Williams v. TSU Global Services Inc.
1:18-cv-00072
E.D.N.YSep 5, 2023Background
- Defendants (TSU Global/Center City) moved for reconsideration under Local Rule 6.3 of the Court’s prior summary-judgment order (ECF No. 66).
- The prior order granted much of Defendants’ summary-judgment motion but denied it as to unpaid overtime claims under the FLSA and NYLL and held that plaintiffs were employees, not independent contractors.
- Defendants’ reconsideration motion urged three purported factual misunderstandings: (1) plaintiffs possessed Commercial Driver’s Licenses (CDLs); (2) plaintiffs misrepresented that Defendants operate a mixed fleet (large and small vehicles); and (3) plaintiffs must have worked other jobs because 1099s showed low earnings.
- Defendants also cited FRCP 59(e), but the Court held Rule 59(e) inapplicable because no judgment was entered and governed the motion under Local Rule 6.3.

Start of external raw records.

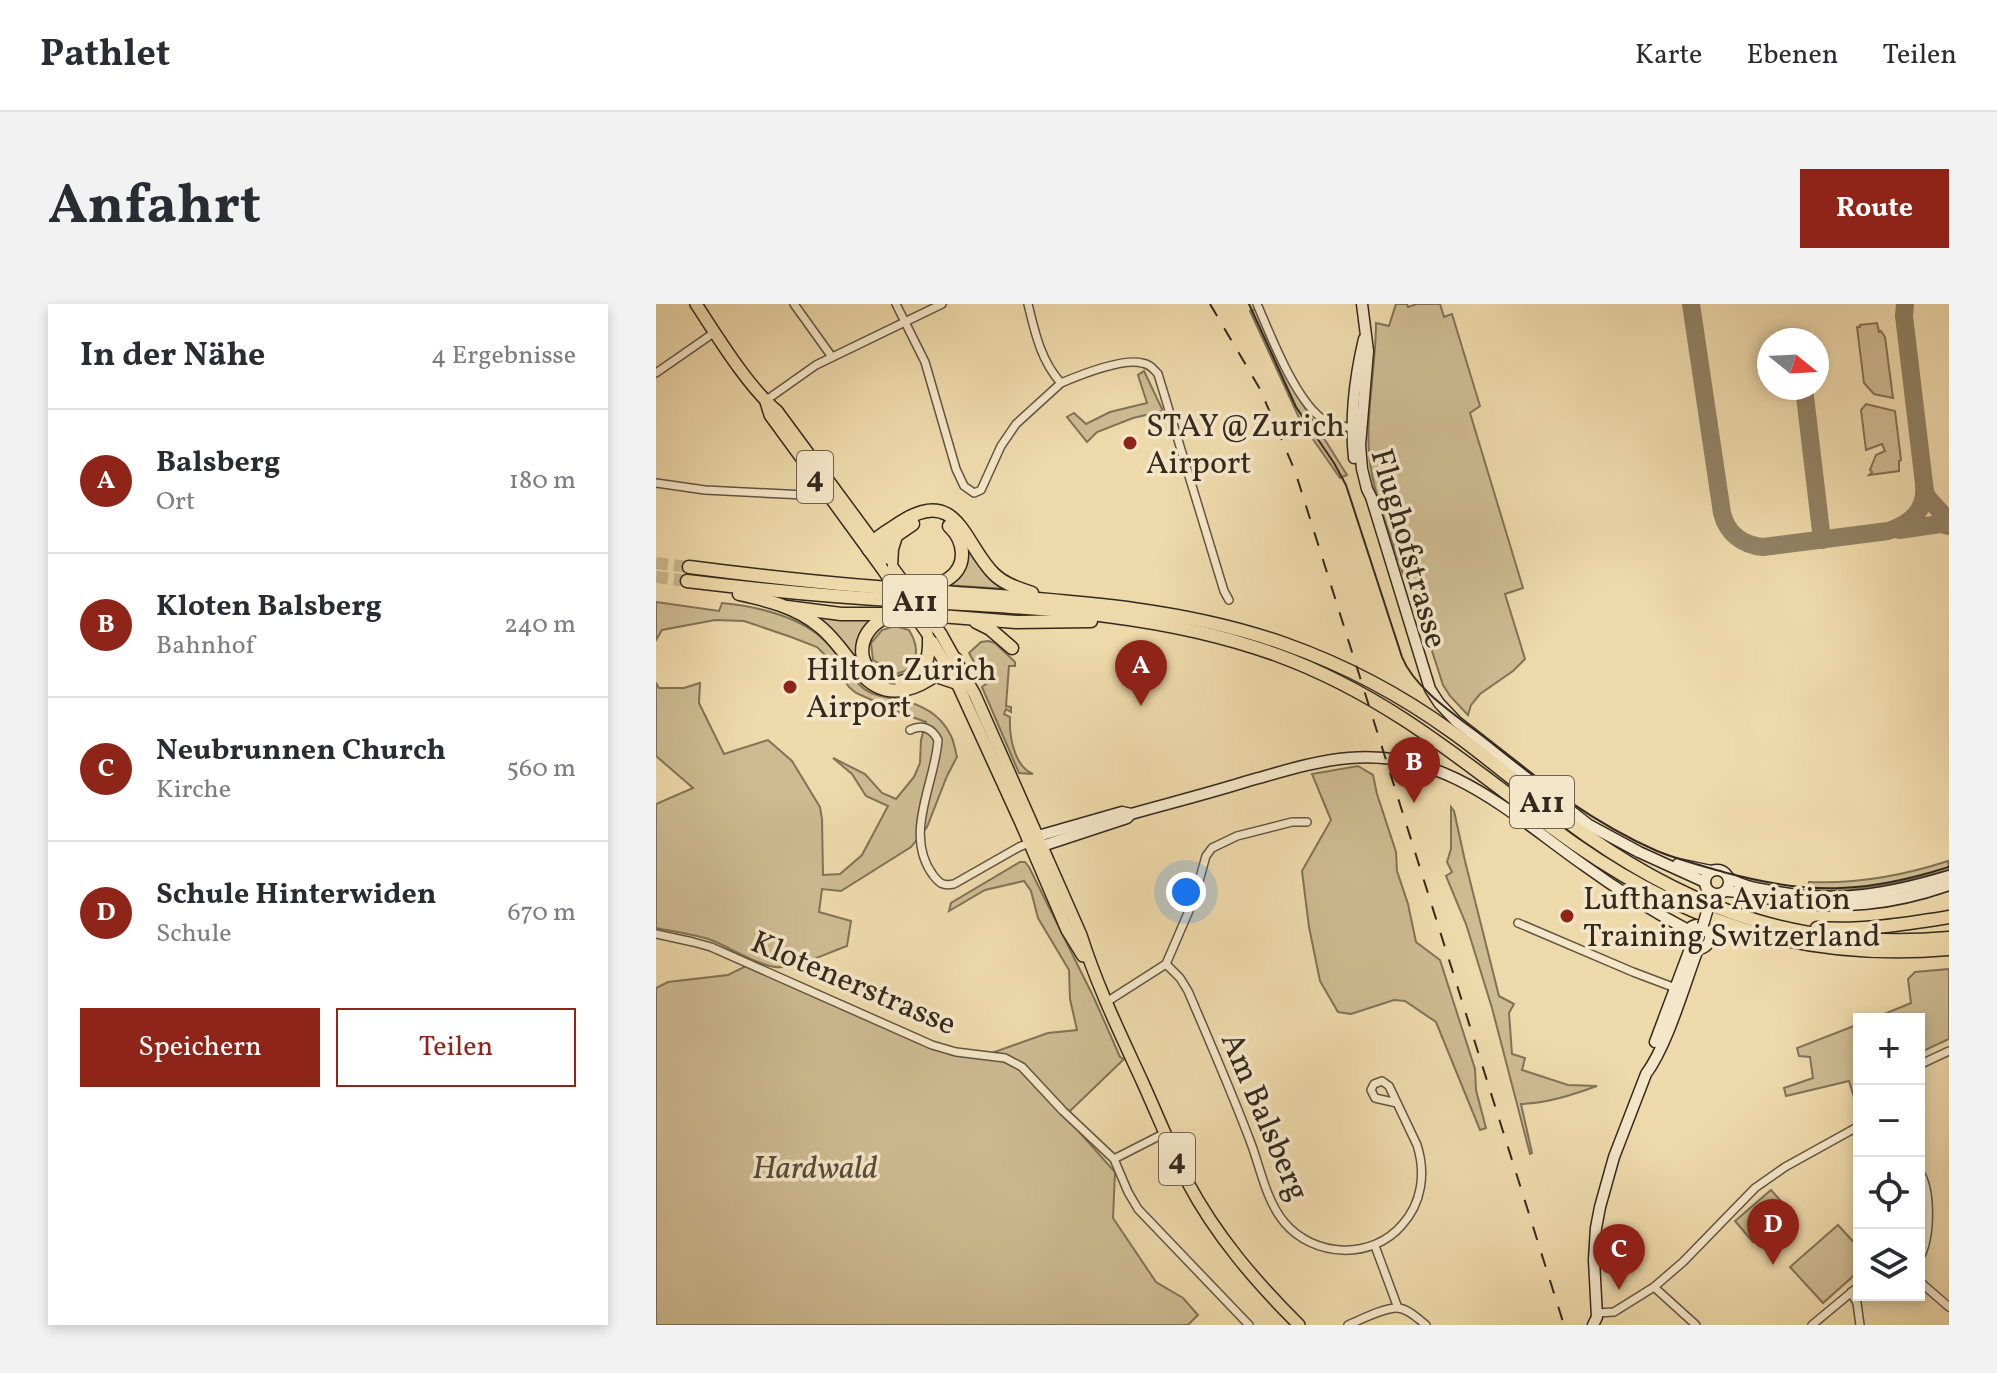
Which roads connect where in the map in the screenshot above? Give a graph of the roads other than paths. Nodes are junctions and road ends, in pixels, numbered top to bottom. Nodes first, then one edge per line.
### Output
1 (696, 304) edge
2 (794, 304) edge
3 (896, 304) edge
4 (942, 304) edge
5 (1028, 304) edge
6 (1257, 304) edge
7 (1362, 304) edge
8 (906, 322) junction
9 (715, 332) junction
10 (832, 357) junction
11 (656, 373) edge
12 (1061, 383) junction
13 (765, 401) junction
14 (1356, 430) junction
15 (656, 483) edge
16 (804, 495) dead end
17 (896, 536) junction
18 (873, 546) junction
19 (888, 567) junction
20 (687, 577) junction
21 (917, 590) junction
22 (1055, 600) junction
23 (1229, 600) dead end
24 (787, 607) junction
25 (895, 614) junction
26 (962, 617) junction
27 (1143, 620) junction
28 (1016, 622) junction
29 (932, 634) junction
30 (950, 663) junction
31 (919, 674) junction
32 (936, 676) junction
33 (957, 683) junction
34 (910, 730) dead end
35 (1307, 822) dead end
36 (1036, 842) junction
37 (1661, 861) junction
38 (1711, 871) junction
39 (1949, 876) edge
40 (1729, 878) junction
41 (1705, 882) junction
42 (1949, 885) edge
43 (1726, 891) junction
44 (1689, 894) junction
45 (1713, 894) junction
46 (1949, 917) edge
47 (1518, 923) dead end
48 (1703, 925) junction
49 (1688, 930) junction
50 (656, 934) edge
51 (1949, 938) edge
52 (1694, 948) junction
53 (1949, 949) edge
54 (1166, 964) junction
55 (1679, 990) junction
56 (1105, 1003) junction
57 (1949, 1051) edge
58 (1925, 1062) edge
59 (1397, 1103) dead end
60 (1853, 1129) edge
61 (1165, 1133) junction
62 (1114, 1159) junction
63 (1925, 1184) edge
64 (1925, 1235) edge
65 (1375, 1246) junction
66 (1925, 1286) edge
67 (1654, 1287) junction
68 (1851, 1292) joint
69 (1949, 1307) edge
70 (1398, 1308) junction
71 (1597, 1313) junction
72 (1249, 1325) edge
73 (1299, 1325) edge
74 (1348, 1325) edge
75 (1426, 1325) edge
76 (1593, 1325) edge
77 (1696, 1325) edge
78 (1812, 1325) edge
79 (1860, 1325) edge

1 - 9 main road, 4
2 - 10 street
3 - 8 street
4 - 8 street
5 - 12 street
6 - 14 street, Flughofstrasse
7 - 14 main road
8 - 10 street
8 - 12 street
9 - 11 street
9 - 13 main road, 4
10 - 13 street
12 - 23 street
13 - 18 main road, 4
14 - 37 main road, Flughofstrasse
15 - 16 street
17 - 18 highway
17 - 19 highway
17 - 21 highway
18 - 19 main road, 4
18 - 22 highway
19 - 29 main road, 4, bridge
20 - 21 highway, A11
20 - 24 highway
20 - 27 highway, A11
21 - 22 highway, A11
22 - 44 highway, A11
24 - 25 highway
24 - 32 highway
25 - 26 highway
25 - 31 highway
26 - 28 highway
26 - 28 highway
27 - 28 highway
27 - 53 highway, A11
29 - 30 main road, 4
29 - 31 highway
30 - 31 highway
30 - 32 highway
30 - 33 main road, 4
30 - 36 main road, 4
32 - 33 highway
33 - 36 main road, 4
34 - 36 street
35 - 54 street
36 - 49 main road
36 - 56 main road, 4
37 - 38 main road, Flughofstrasse
37 - 41 main road, Flughofstrasse
38 - 40 main road
38 - 41 main road
39 - 40 main road
40 - 43 main road
41 - 45 main road
42 - 43 main road
43 - 45 main road
44 - 46 highway, A11
44 - 51 highway
45 - 48 main road, bridge
47 - 55 street
48 - 49 main road
48 - 52 main road
49 - 52 main road
50 - 62 street, Klotenerstrasse
52 - 55 main road
54 - 56 street
54 - 65 street, Am Balsberg
55 - 71 main road
56 - 61 main road, 4
57 - 58 street
59 - 65 street
60 - 67 street
61 - 62 street
61 - 73 main road, 4
62 - 72 street
63 - 64 street
65 - 70 street
66 - 69 street
67 - 71 street
67 - 77 street
68 - 78 street
68 - 79 street
70 - 74 street
70 - 75 street
71 - 76 main road

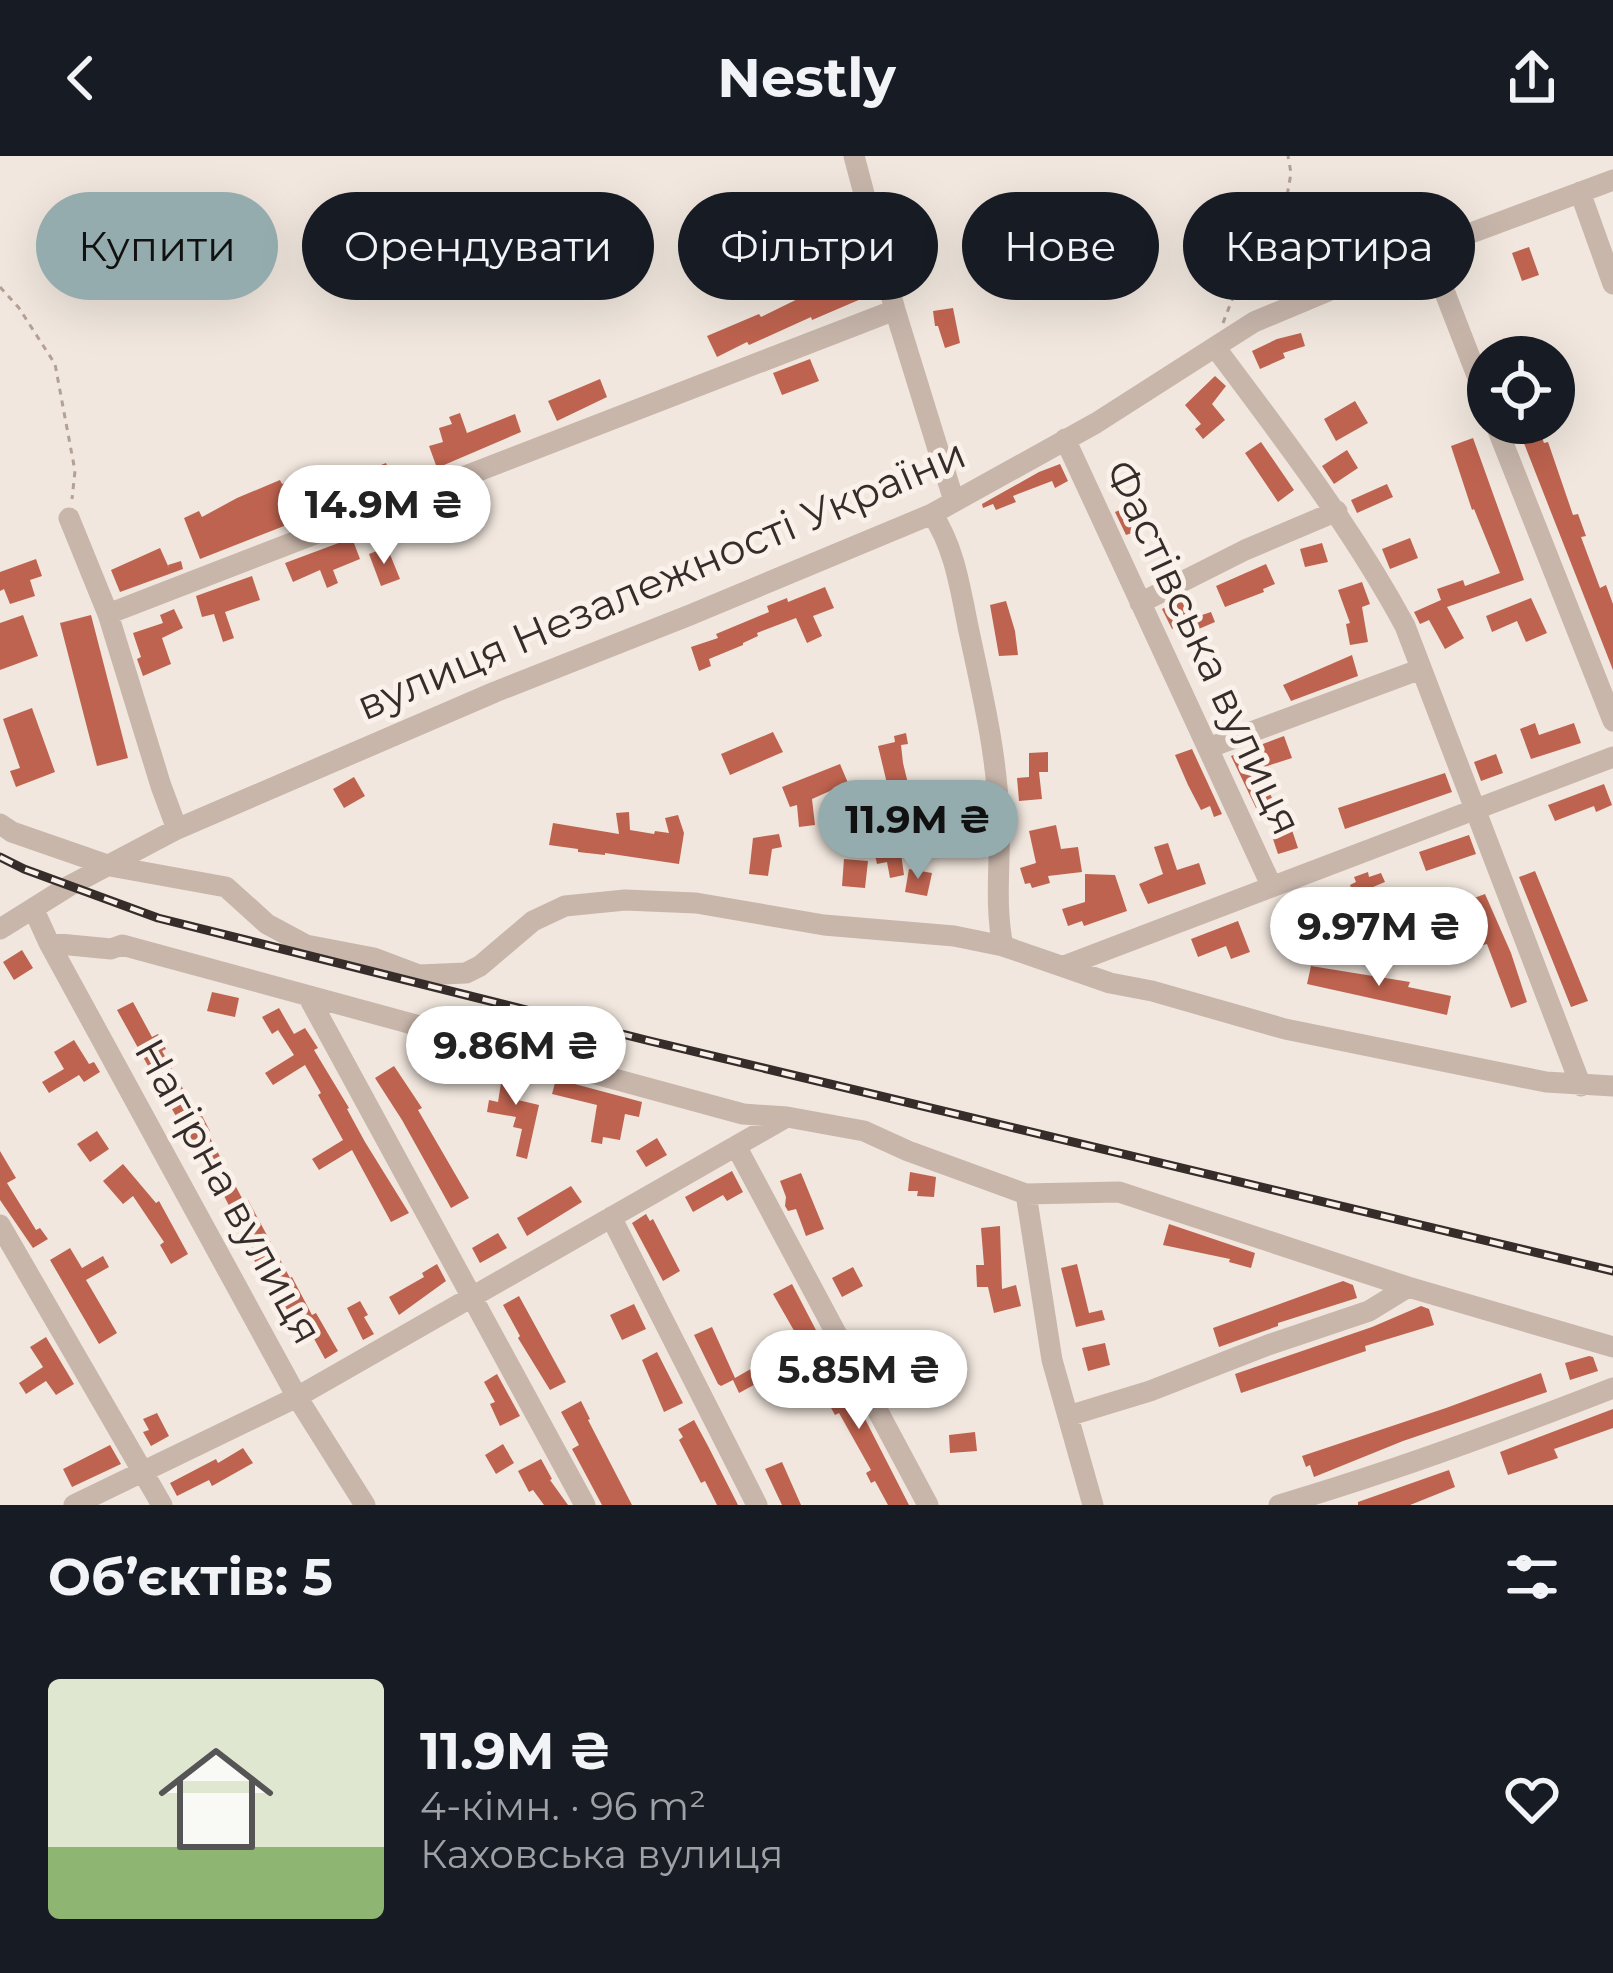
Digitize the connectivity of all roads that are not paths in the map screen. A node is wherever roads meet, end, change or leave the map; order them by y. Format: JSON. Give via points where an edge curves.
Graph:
{"nodes":[{"id":1,"x":854,"y":156,"type":"edge"},
{"id":2,"x":1613,"y":181,"type":"edge"},
{"id":3,"x":1580,"y":192,"type":"junction"},
{"id":4,"x":1475,"y":231,"type":"edge"},
{"id":5,"x":1613,"y":284,"type":"edge"},
{"id":6,"x":1306,"y":300,"type":"edge"},
{"id":7,"x":1448,"y":300,"type":"edge"},
{"id":8,"x":895,"y":310,"type":"junction"},
{"id":9,"x":1219,"y":345,"type":"junction"},
{"id":10,"x":1467,"y":350,"type":"edge"},
{"id":11,"x":1065,"y":440,"type":"junction"},
{"id":12,"x":1503,"y":444,"type":"edge"},
{"id":13,"x":955,"y":501,"type":"junction"},
{"id":14,"x":1337,"y":511,"type":"junction"},
{"id":15,"x":932,"y":514,"type":"junction"},
{"id":16,"x":69,"y":518,"type":"road end"},
{"id":17,"x":1140,"y":604,"type":"junction"},
{"id":18,"x":108,"y":614,"type":"junction"},
{"id":19,"x":1420,"y":669,"type":"junction"},
{"id":20,"x":1613,"y":721,"type":"edge"},
{"id":21,"x":1208,"y":748,"type":"junction"},
{"id":22,"x":1613,"y":758,"type":"edge"},
{"id":23,"x":1475,"y":810,"type":"junction"},
{"id":24,"x":0,"y":824,"type":"edge"},
{"id":25,"x":177,"y":829,"type":"junction"},
{"id":26,"x":110,"y":866,"type":"junction"},
{"id":27,"x":1272,"y":887,"type":"junction"},
{"id":28,"x":34,"y":910,"type":"junction"},
{"id":29,"x":0,"y":929,"type":"edge"},
{"id":30,"x":49,"y":943,"type":"junction"},
{"id":31,"x":1004,"y":946,"type":"junction"},
{"id":32,"x":1064,"y":966,"type":"junction"},
{"id":33,"x":308,"y":996,"type":"junction"},
{"id":34,"x":1581,"y":1086,"type":"junction"},
{"id":35,"x":1613,"y":1086,"type":"edge"},
{"id":36,"x":787,"y":1117,"type":"junction"},
{"id":37,"x":736,"y":1146,"type":"junction"},
{"id":38,"x":1017,"y":1192,"type":"junction"},
{"id":39,"x":611,"y":1217,"type":"junction"},
{"id":40,"x":0,"y":1225,"type":"edge"},
{"id":41,"x":1408,"y":1287,"type":"junction"},
{"id":42,"x":472,"y":1297,"type":"junction"},
{"id":43,"x":1613,"y":1348,"type":"edge"},
{"id":44,"x":1613,"y":1388,"type":"edge"},
{"id":45,"x":297,"y":1397,"type":"junction"},
{"id":46,"x":1068,"y":1416,"type":"junction"},
{"id":47,"x":143,"y":1474,"type":"junction"},
{"id":48,"x":74,"y":1505,"type":"edge"},
{"id":49,"x":162,"y":1505,"type":"edge"},
{"id":50,"x":365,"y":1505,"type":"edge"},
{"id":51,"x":585,"y":1505,"type":"edge"},
{"id":52,"x":757,"y":1505,"type":"edge"},
{"id":53,"x":928,"y":1505,"type":"edge"},
{"id":54,"x":1093,"y":1505,"type":"edge"},
{"id":55,"x":1279,"y":1505,"type":"edge"}],
"edges":[{"from":1,"to":8,"type":"street"},
{"from":2,"to":3,"type":"street","name":"вулиця Незалежності України"},
{"from":3,"to":4,"type":"street","name":"вулиця Незалежності України"},
{"from":3,"to":5,"type":"street"},
{"from":6,"to":9,"type":"street","name":"вулиця Незалежності України"},
{"from":7,"to":10,"type":"street"},
{"from":8,"to":13,"type":"street"},
{"from":8,"to":18,"type":"street"},
{"from":9,"to":11,"type":"street","name":"вулиця Незалежності України"},
{"from":9,"to":14,"type":"street"},
{"from":11,"to":13,"type":"street","name":"вулиця Незалежності України"},
{"from":11,"to":17,"type":"street","name":"Фастівська вулиця"},
{"from":12,"to":20,"type":"street"},
{"from":13,"to":15,"type":"street","name":"вулиця Незалежності України"},
{"from":14,"to":17,"type":"street"},
{"from":14,"to":19,"type":"street","via":[[1405,626]]},
{"from":15,"to":25,"type":"street","name":"вулиця Незалежності України"},
{"from":15,"to":31,"type":"street","via":[[960,587],[989,721]]},
{"from":16,"to":18,"type":"street"},
{"from":17,"to":21,"type":"street","name":"Фастівська вулиця"},
{"from":18,"to":25,"type":"street"},
{"from":19,"to":21,"type":"street"},
{"from":19,"to":23,"type":"street"},
{"from":21,"to":27,"type":"street","name":"Фастівська вулиця"},
{"from":22,"to":23,"type":"street"},
{"from":23,"to":27,"type":"street"},
{"from":23,"to":34,"type":"street"},
{"from":24,"to":26,"type":"street"},
{"from":25,"to":26,"type":"street","name":"вулиця Незалежності України"},
{"from":26,"to":28,"type":"street","name":"вулиця Незалежності України"},
{"from":26,"to":31,"type":"street","via":[[226,887],[306,945],[419,975],[466,973],[533,921],[565,907],[625,899]]},
{"from":27,"to":32,"type":"street"},
{"from":28,"to":29,"type":"street","name":"вулиця Незалежності України"},
{"from":28,"to":30,"type":"street","name":"Нагірна вулиця"},
{"from":30,"to":33,"type":"street","via":[[122,945]]},
{"from":30,"to":45,"type":"street","name":"Нагірна вулиця"},
{"from":31,"to":32,"type":"street"},
{"from":32,"to":34,"type":"street","via":[[1286,1029]]},
{"from":33,"to":36,"type":"street","via":[[743,1114]]},
{"from":33,"to":42,"type":"street"},
{"from":34,"to":35,"type":"street"},
{"from":36,"to":37,"type":"street"},
{"from":36,"to":38,"type":"street","via":[[864,1131]]},
{"from":37,"to":39,"type":"street"},
{"from":37,"to":53,"type":"street"},
{"from":38,"to":41,"type":"street","via":[[1119,1192]]},
{"from":38,"to":46,"type":"street"},
{"from":39,"to":42,"type":"street"},
{"from":39,"to":52,"type":"street"},
{"from":40,"to":47,"type":"street"},
{"from":41,"to":43,"type":"street"},
{"from":41,"to":46,"type":"street","via":[[1369,1311]]},
{"from":42,"to":45,"type":"street"},
{"from":42,"to":51,"type":"street"},
{"from":44,"to":55,"type":"street"},
{"from":45,"to":47,"type":"street"},
{"from":45,"to":50,"type":"street","name":"Нагірна вулиця"},
{"from":46,"to":54,"type":"street"},
{"from":47,"to":48,"type":"street"},
{"from":47,"to":49,"type":"street"}]}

- The Court denied reconsideration: Defendants failed to cite controlling authority or present new evidence, repeated arguments already considered, and advanced speculative or irrelevant points (CDLs irrelevant to the TCA/MCA analysis; fleet composition remains a genuine factual dispute; alleged other employment irrelevant to employee/contractor status).
Issues
| Issue | Plaintiff's Argument | Defendant's Argument | Held |
|---|---|---|---|
| Proper standard for reconsideration | Williams: apply strict Local Rule 6.3 standard; only overlooked controlling law/new evidence warrants relief | Defendants: sought relief (also invoked FRCP 59(e)) to revisit parts of summary-judgment ruling | Court: Local Rule 6.3 applies; FRCP 59(e) inapplicable; reconsideration denied for failure to meet standard |
| Relevance of CDLs to exemption/employee status | Williams: CDL possession irrelevant to TCA application and to employee/contractor analysis | Defendants: CDLs show drivers operated large, DOT-regulated vehicles and thus fall under MCA exemption | Court: CDL possession does not change prior analysis; CDL irrelevant to TCA/MCA overtime inquiry; issue not raised as contest to employee status so not considered |
| Fleet composition (large-only vs. mixed fleet) | Williams: drivers sometimes operated smaller vehicles—creates dispute whether TCA applies | Defendants: plaintiffs misrepresent vehicle types; affidavits assert only large vehicles were driven | Court: genuine issue of material fact remains about vehicle sizes; repeated arguments already considered; no basis to change prior ruling |
| Plaintiffs’ alleged additional employment (1099s) | Williams: Plaintiffs’ other work (if any) not dispositive of employee status | Defendants: 1099s show insufficient income from Defendants; plaintiffs must have had other jobs; this undermines control/employee status | Court: speculative and irrelevant; additional employment alone does not show independent contractor status; argument fails |
| Request for further discovery (tax/employment records) | Williams: discovery closed; prior opportunities existed | Defendants: belatedly seek tax/employment records to support claims | Court: denied — Defendants should have sought discovery during the discovery period; request untimely and largely irrelevant |
Key Cases Cited
- Corpac v. Rubin & Rothman, LLC, 10 F. Supp. 3d 349 (E.D.N.Y. 2013) (explaining Local Rule 6.3 reconsideration standard)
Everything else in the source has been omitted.